Mas uma coisa é certa: os preços dos seguros dos fretes marítimos tendem a aumentar, como previram, dias atrás os próprios analistas nacionais.
Mesmo assim é bom que se diga: o prognóstico é válido para transportes com itinerário certo: Golfo Pérsico. No caminho, Arábia Saudita, Iraque, Irã, Kuait, Bahrein, Catar e Emirados Árabes.
Como navegar é preciso, afinal o que está partindo, atracando ou em trânsito são contratos já firmados, o jeito é ajustar o custo.
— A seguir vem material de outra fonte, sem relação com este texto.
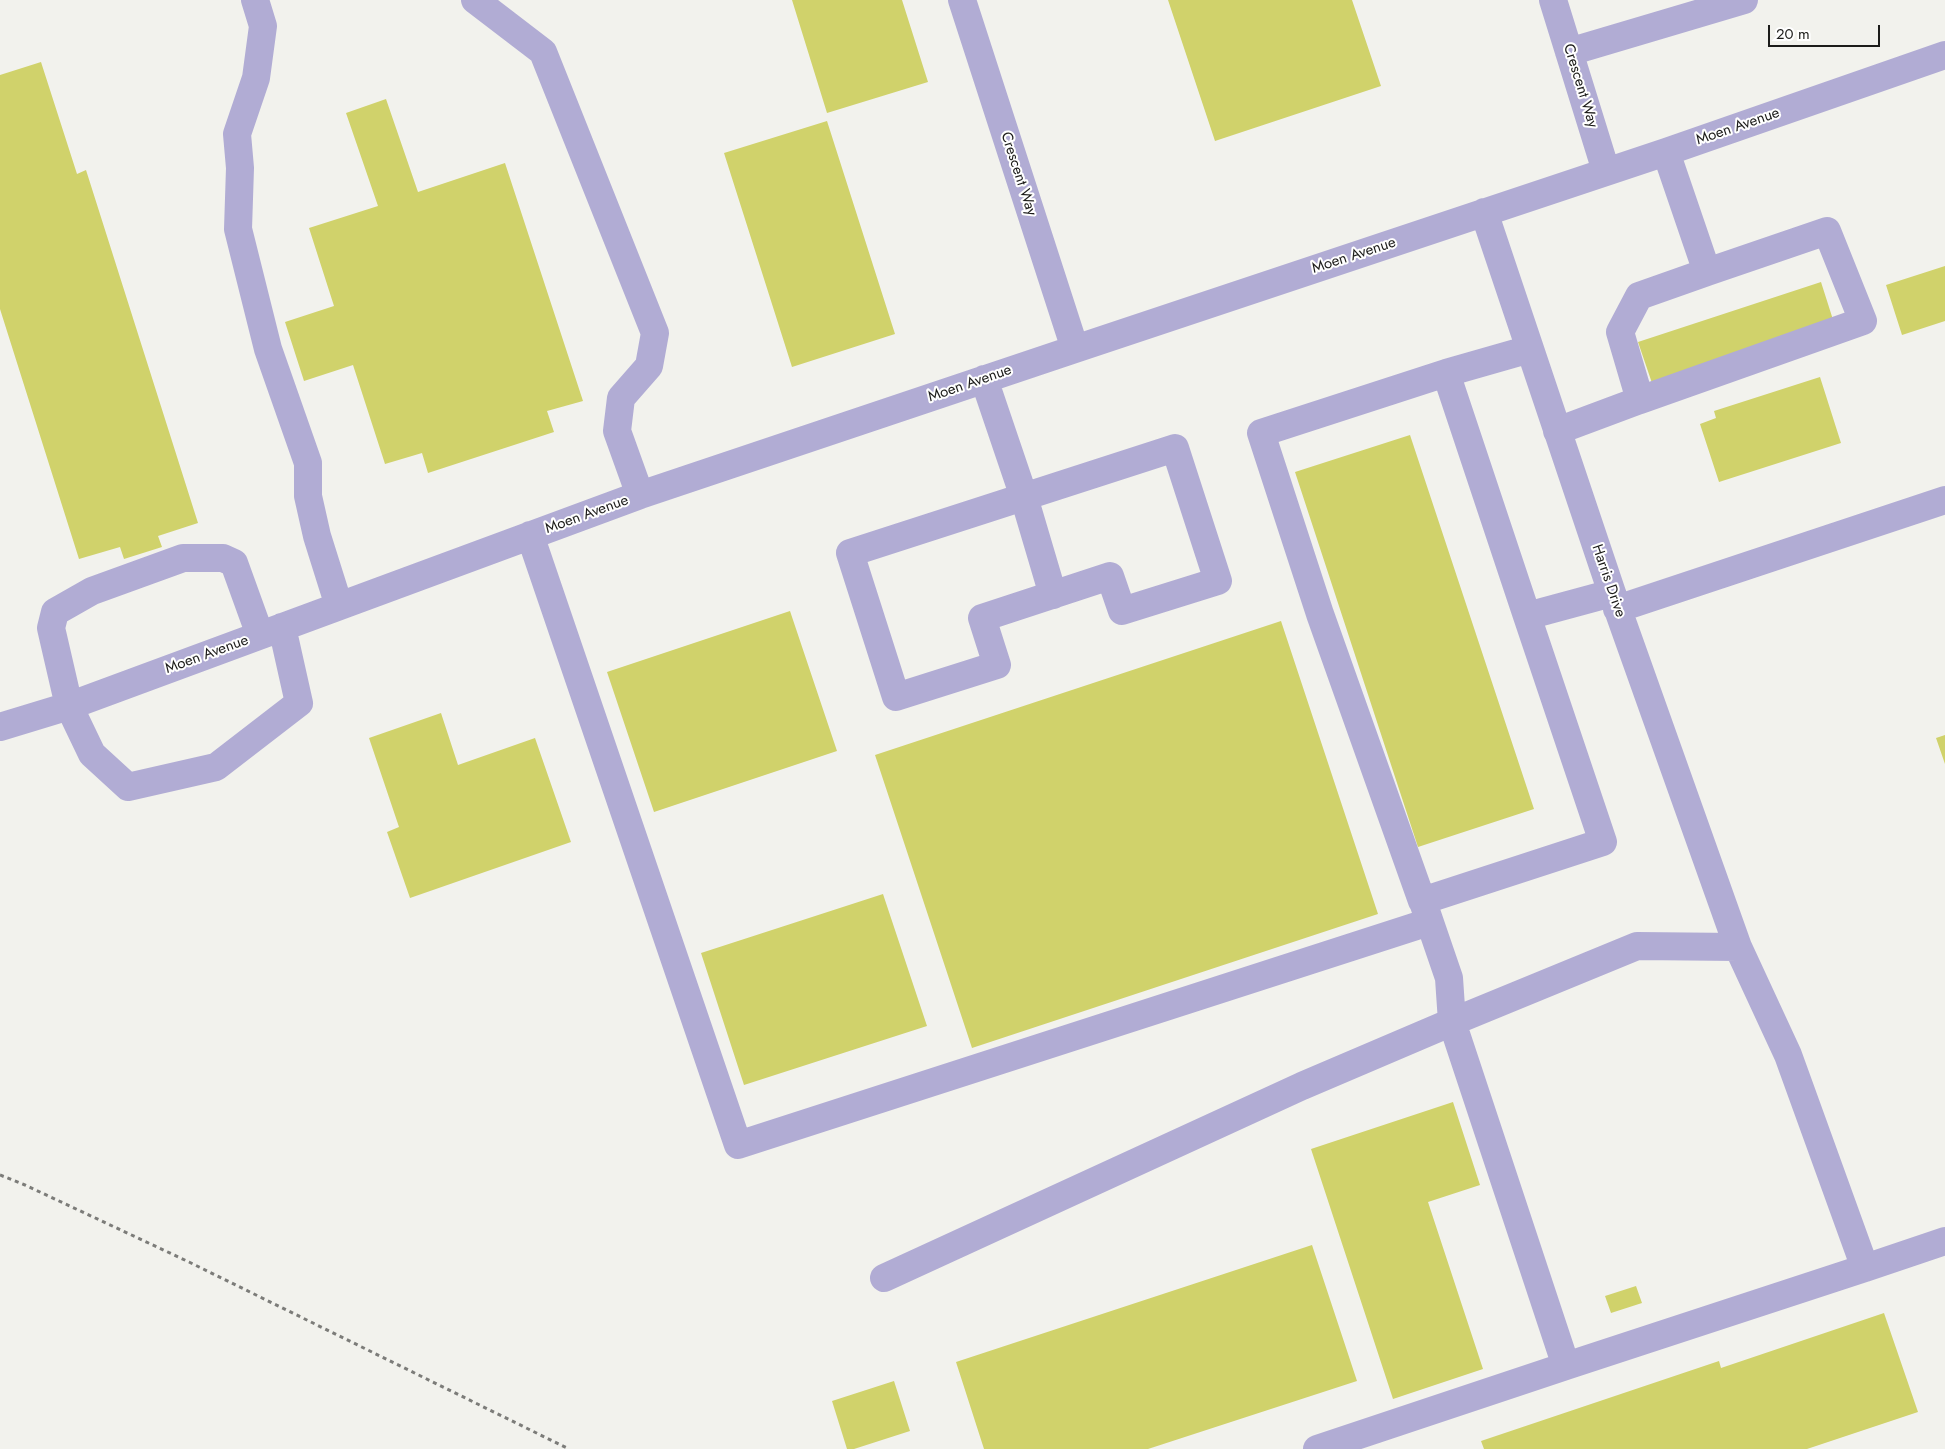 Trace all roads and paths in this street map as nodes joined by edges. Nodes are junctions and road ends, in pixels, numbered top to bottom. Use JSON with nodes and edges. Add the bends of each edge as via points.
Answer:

Neste caso, o frango brasileiro ajuda a pagar o pato do World Trade Center. Frango cujas exportações para os países árabes cresceram este ano mais de 55%. Também cresceram a carne bovina (241%) e café (67%).
Notícia publicada nesta página aponta a questão das salvaguardas do frete e algumas previsões sobre a carne bovina e o açúcar. Mas tudo são previsões sobre aumento das exportações. Se confirmadas, melhor.
De janeiro a agosto deste ano, US$ 1,342 bilhão - açúcar, frango, minério de ferro, soja e óleo são os principais produtos. Mas a conta das importações de petróleo apresenta um dispêndio bem maior.
Sobre as exportações de carne, para onde convergem as opiniões mais otimistas, vale dizer que as previsões da Associação dos Exportadores são de aumento das vendas, mas a Fao está prevendo um aumento na demanda mundial ''apenas discreto''. A informação está fundamentada no fato de os países em desenvolvimento estarem com sua capacidade preenchida, não tendo muito espaço para aumentar mais.
Subsídio Um dia antes de receber a visita do comissário para Agricultura da UE, Franz Fischler, principal negociador da UE para o comércio no setor, o ministro da Agricultura, Pratini de Moraes, disse ontem que o Brasil não aceitará outra forma de protecionismo que venha disfarçada de preocupação social.